Wherever possible we will try to maximise the impact of our research. We will adopt several strategies to achieve this, as indicated below.

Beneficiaries of the research
We envisage that findings of our current study will be of interest to the public at large given the clinical importance of the proteins we will investigate in the proposal. We will communicate our findings to the public via the open access University website and through the Faculty Research brochure. We will also notify the dedicated Faculty press officer of our findings at around the point of publication in academic journals.
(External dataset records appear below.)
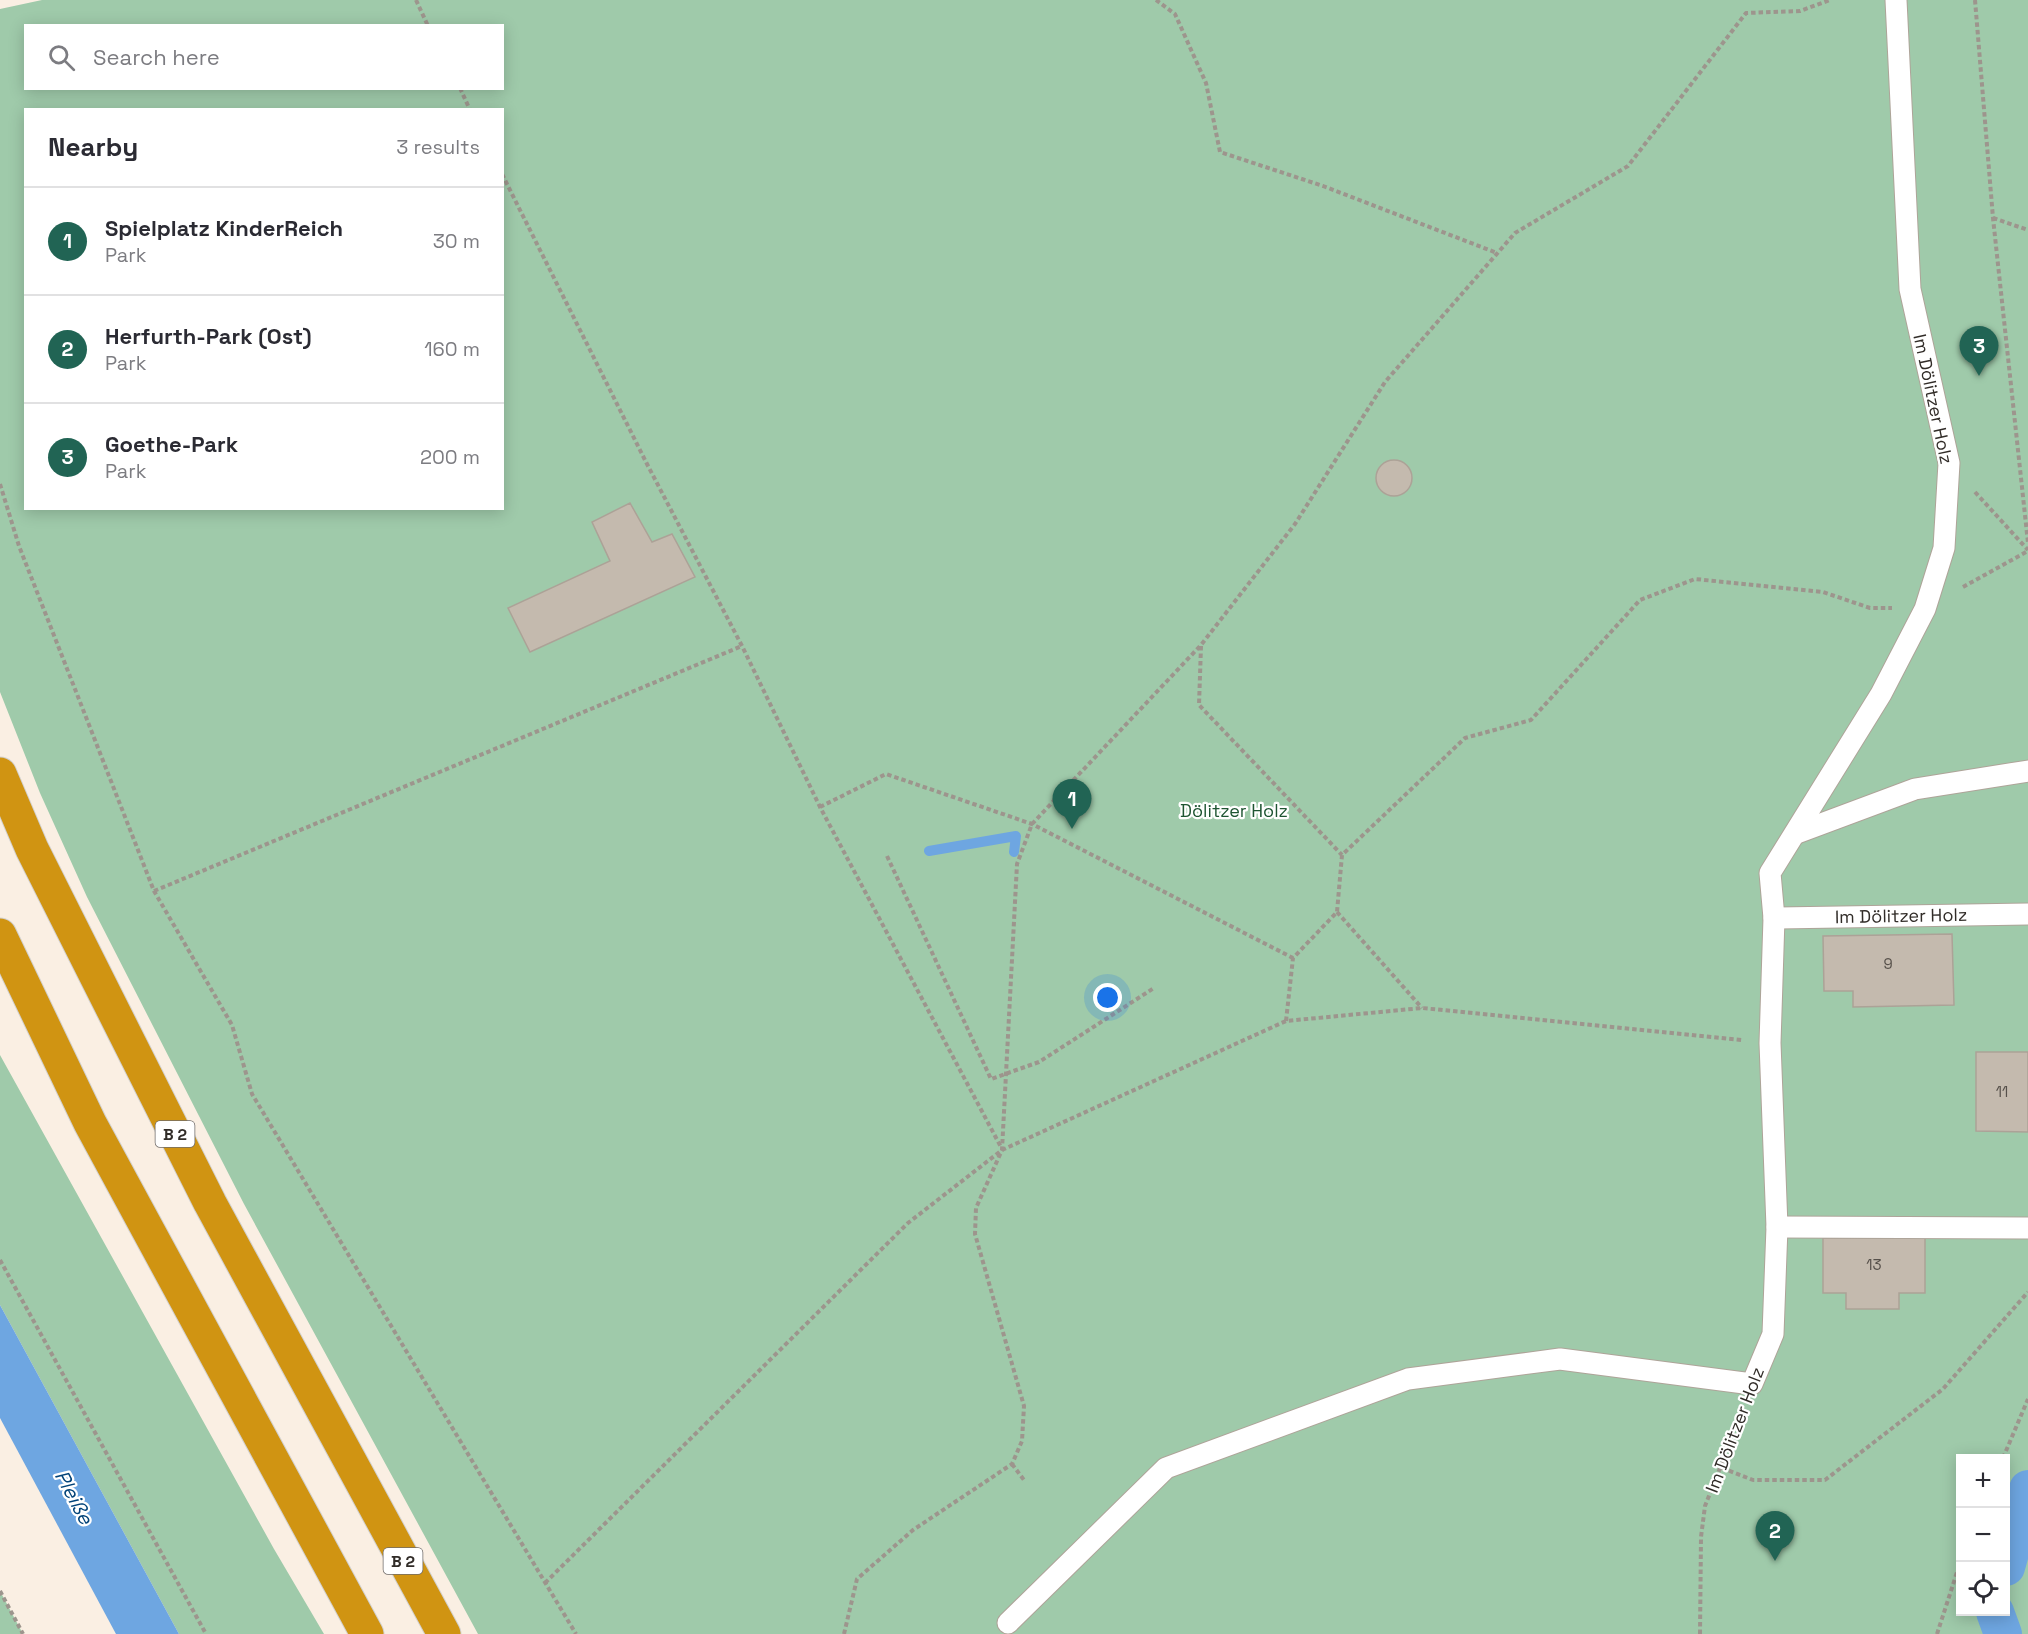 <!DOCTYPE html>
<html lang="en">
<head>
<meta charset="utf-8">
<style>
	:root { --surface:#fff; --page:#f2f2f3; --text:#2b2b33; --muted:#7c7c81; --line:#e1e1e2; --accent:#216454 }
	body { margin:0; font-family:"Space Grotesk",sans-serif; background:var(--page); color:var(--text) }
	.controls { position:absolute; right:18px; bottom:18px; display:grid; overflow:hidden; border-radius:0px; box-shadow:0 3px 15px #0003 }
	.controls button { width:54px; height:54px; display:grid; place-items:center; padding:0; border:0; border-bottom:2px solid var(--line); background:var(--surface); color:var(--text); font:30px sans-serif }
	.you { position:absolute; left:1108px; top:998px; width:21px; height:21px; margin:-15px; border:4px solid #fff; border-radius:50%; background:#1a73e8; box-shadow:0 0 0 9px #1a73e833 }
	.badge { display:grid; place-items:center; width:39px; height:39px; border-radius:50%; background:var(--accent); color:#fff; font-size:20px; font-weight:700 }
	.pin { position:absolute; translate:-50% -50px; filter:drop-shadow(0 2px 3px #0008) }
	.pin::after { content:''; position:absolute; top:32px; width:21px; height:18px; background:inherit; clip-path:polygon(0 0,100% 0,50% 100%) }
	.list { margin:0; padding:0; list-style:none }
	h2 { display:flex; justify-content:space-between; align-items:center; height:78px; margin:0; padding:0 24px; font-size:26px }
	h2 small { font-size:20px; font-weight:400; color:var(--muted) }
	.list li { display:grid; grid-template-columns:39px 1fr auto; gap:18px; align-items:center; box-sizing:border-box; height:108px; padding:0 24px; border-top:2px solid var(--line) }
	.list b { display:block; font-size:22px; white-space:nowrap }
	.list p { margin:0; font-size:20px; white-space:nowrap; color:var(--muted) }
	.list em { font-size:20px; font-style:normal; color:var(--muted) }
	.icon { flex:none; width:33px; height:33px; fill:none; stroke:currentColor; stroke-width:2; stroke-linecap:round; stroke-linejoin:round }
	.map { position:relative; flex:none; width:2028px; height:1634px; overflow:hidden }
	.search { position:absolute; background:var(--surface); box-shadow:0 3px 15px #0003; left:24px; top:24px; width:480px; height:66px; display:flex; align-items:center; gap:15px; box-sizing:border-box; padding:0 21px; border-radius:0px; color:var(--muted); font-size:22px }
	.panel { position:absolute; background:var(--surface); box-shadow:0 3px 15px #0003; left:24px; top:108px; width:480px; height:402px; border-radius:0px }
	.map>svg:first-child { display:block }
	.green { fill:#9fcaaa; fill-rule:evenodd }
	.water { fill:#6ea6e1 }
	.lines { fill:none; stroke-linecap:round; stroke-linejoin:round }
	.stream { stroke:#6ea6e1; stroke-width:10 }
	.canal { stroke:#6ea6e1; stroke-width:38 }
	.building { fill:#c4baae; stroke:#aca297; stroke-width:1.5 }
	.lane-casing { stroke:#aea499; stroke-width:23 }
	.highway-casing { stroke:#d2d1d0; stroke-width:35 }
	.path { stroke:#9d958d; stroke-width:4; stroke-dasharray:4.5 3; stroke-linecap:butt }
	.lane { stroke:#fff; stroke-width:21 }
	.highway { stroke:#d09412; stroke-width:33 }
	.labels { text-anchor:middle; stroke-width:4.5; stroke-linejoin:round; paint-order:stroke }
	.number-label { font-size:15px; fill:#56504a }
	.shield { fill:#fff; stroke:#6f6b68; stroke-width:1.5 }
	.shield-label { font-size:16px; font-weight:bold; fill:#312c28 }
	.street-label { font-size:18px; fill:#312c28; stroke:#fff }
	.park-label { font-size:18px; fill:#1e5532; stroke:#fff }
	.water-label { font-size:20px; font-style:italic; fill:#014278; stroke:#fff }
</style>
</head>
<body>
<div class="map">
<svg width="2028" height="1634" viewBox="0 0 2028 1634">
	<rect width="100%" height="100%" fill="#faefe3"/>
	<!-- green -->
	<g class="green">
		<path d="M42,0H2028V1634H478L244,1204L87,897L40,793L0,692V9ZM26,26H502V88H26ZM26,110H502V508H26ZM1960,1458H2006V1612H1960Z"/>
		<path d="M0,1055L274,1549L324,1634H179L0,1305Z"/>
		<path d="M0,1591L23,1634H0Z"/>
	</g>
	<!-- water -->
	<path class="water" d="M0,1305L179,1634H116L0,1418Z"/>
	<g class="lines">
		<!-- stream -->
		<path class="stream" d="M929,851L1016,836L1014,852"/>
		<!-- canal -->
		<g class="canal">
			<path d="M2006,1567L2028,1489"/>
			<path d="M1995,1612L2003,1634"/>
		</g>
	</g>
	<!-- building -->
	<g class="building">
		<circle cx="1394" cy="478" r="18"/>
		<path d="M630,503L652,542L672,534L695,577L530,652L508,608L610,561L592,522Z"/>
		<path d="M1952,934L1954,1005L1853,1007V991H1824L1823,936Z"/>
		<path d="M1976,1052H2028V1132L1976,1131Z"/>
		<path d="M1823,1238H1925V1293H1899V1309H1846V1293H1823Z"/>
	</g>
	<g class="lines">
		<defs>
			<g id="lane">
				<path d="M1797,833L1915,789L2028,771"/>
				<path d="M1774,918L2028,914"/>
				<path d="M1777,1227L2028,1228"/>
				<path d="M1008,1623L1166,1468L1408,1379L1560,1359L1752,1384L1773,1334L1777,1227L1770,1043L1774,918L1770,873L1881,694L1925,609L1944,548L1949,463L1910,289L1896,0"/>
			</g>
			<g id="highway">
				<path d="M0,774L32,849L210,1203L444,1634"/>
				<path d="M0,935L90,1123L367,1634"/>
			</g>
		</defs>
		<!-- lane casing -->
		<use href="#lane" class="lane-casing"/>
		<!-- highway casing -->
		<use href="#highway" class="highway-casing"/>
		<!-- path -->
		<g class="path">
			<path d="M416,0L428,26"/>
			<path d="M1156,0L1175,14L1206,83L1220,152L1323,186L1497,253"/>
			<path d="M1975,0L1993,218L2028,543"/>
			<path d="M460,88L470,110"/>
			<path d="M502,174L647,464L742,646L820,807L1002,1149"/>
			<path d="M1993,218L2028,230"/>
			<path d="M0,484L19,546L154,891L232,1025L252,1094L576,1634"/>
			<path d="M1975,492L2028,550"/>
			<path d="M1963,587L2028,551"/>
			<path d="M1201,646L1199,705L1342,855"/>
			<path d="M820,807L886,774L1032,824L1293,958"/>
			<path d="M887,856L991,1079L1039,1062L1154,988"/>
			<path d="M154,891L742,646"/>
			<path d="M1337,912L1422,1008"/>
			<path d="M1286,1021L1293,958L1337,912L1342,855L1465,738L1531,720L1640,600L1695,579L1823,592L1870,608H1892"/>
			<path d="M0,1260L206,1634"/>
			<path d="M2003,1458L2028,1399"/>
			<path d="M1012,1464L1024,1480"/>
			<path d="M1722,1468L1753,1480H1825L1943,1389L2028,1292"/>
			<path d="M545,1583L908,1223L1002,1150L1286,1021L1422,1008L1742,1040"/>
			<path d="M0,1591L23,1634"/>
			<path d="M844,1634L857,1579L913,1530L1012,1464L1022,1441L1024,1406L975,1234L976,1208L1002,1150L1017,864L1032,824L1201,645L1295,524L1385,382L1515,233L1628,166L1746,13L1800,11L1830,0"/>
			<path d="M1700,1634L1701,1537L1705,1506L1743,1410"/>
			<path d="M1937,1634L1960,1563"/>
		</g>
		<!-- lane -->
		<use href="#lane" class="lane"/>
		<!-- highway -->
		<use href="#highway" class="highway"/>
	</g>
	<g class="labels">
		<!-- number labels -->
		<g class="number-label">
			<text x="1888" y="969">9</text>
			<text x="2002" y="1097">11</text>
			<text x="1874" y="1270">13</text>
		</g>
		<!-- shield labels -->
		<g class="shield">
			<rect x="155.5" y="1121" width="39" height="26" rx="4.5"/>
			<rect x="383.5" y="1548" width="39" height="26" rx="4.5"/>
		</g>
		<g class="shield-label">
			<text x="175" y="1140">B 2</text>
			<text x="403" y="1567">B 2</text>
		</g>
		<!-- street labels -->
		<g class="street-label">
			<text transform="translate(1933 399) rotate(78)" y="6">Im Dölitzer Holz</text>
			<text transform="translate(1901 916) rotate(-1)" y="6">Im Dölitzer Holz</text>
			<text transform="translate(1735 1430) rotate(-69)" y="6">Im Dölitzer Holz</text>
		</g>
		<!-- park labels -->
		<g class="park-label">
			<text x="1234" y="817">Dölitzer Holz</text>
		</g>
		<!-- water labels -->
		<g class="water-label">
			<text transform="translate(74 1497) rotate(62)" y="7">Pleiße</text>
		</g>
	</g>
</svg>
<div class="controls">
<button>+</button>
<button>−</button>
<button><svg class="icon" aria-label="locate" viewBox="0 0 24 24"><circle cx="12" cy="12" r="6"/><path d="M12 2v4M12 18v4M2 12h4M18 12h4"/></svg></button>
</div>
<div class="you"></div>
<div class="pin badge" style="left:1072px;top:829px">1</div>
<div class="pin badge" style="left:1775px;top:1561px">2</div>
<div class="pin badge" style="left:1979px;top:376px">3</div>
<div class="search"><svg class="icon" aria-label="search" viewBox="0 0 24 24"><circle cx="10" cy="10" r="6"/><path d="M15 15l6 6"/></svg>Search here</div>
<section class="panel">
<h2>Nearby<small>3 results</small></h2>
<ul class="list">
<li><span class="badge">1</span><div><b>Spielplatz KinderReich</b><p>Park</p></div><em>30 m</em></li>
<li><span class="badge">2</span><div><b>Herfurth-Park (Ost)</b><p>Park</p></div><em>160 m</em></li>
<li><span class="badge">3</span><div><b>Goethe-Park</b><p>Park</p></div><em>200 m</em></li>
</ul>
</section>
</div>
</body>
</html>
The press officer will then contact local and national news agencies, and if appropriate prepare press releases that these agencies can use. The Lowe laboratory has participated in several public engagement initiatives and we plan for this to continue. The lab has hosted two A-level students at different times as part of the Nuffield bursary scheme. The Faculty of Life Sciences continues to participate in the Nuffield scheme and we envisage hosting another A-level student should the current application be successful. Members of the Lowe lab have participated in several public engagement exercises involving visiting schoolchildren, hosted at the Manchester Museum with whom our Faculty has close links. Members of the Lowe lab will continue to participate in these exercises in the future.

ML has been involved closely with the Lowe Syndrome Trust, a registered UK Charity dedicated to supporting Lowe syndrome patients and their families. This has included providing scientific advice, helping in the lay understanding of scientific discoveries relevant to the disease, and in supporting public functions arranged by the Charity. The current application is highly relevant to this disease and findings arising from the work will be of significant interest to the Charity. This will be communicated to the Charity through personal contact. We will also continue to support the fundraising and public engagement work of the Charity.

Exploitation and Application
The work outlined in the proposal is basic research. Thus it is not trivial to realize the short and long term benefit of the work in terms of direct commercial or clinical exploitation. However, the scientific data obtained will increase the knowledge of UK and international scientists, in the academic, clinical and commercial sectors. This contribution to knowledge will lead to improved understanding of human disease mechanisms that in turn will aid the design of better treatments for patients. This is particularly relevant to Lowe syndrome and Dent disease, but more broadly will inform research into diseases such as Alzheimer's, for which the IPIP27 partner CD2AP is a known risk factor, glomerular disease, caused by loss of function of CD2AP and another IPIP27 interactor myosin 1E, and diseases associated with dysfunctional endocytic recycling.

The technical and intellectual knowledge acquired by the post-doctoral researchers during the course of the proposed work will equip these people to pursue a career in science or science-related discipline. The researchers will also learn transferable skills that will increase their employability. Such highly trained individuals will contribute to the UK knowledge and skill base and ultimately the UK economy.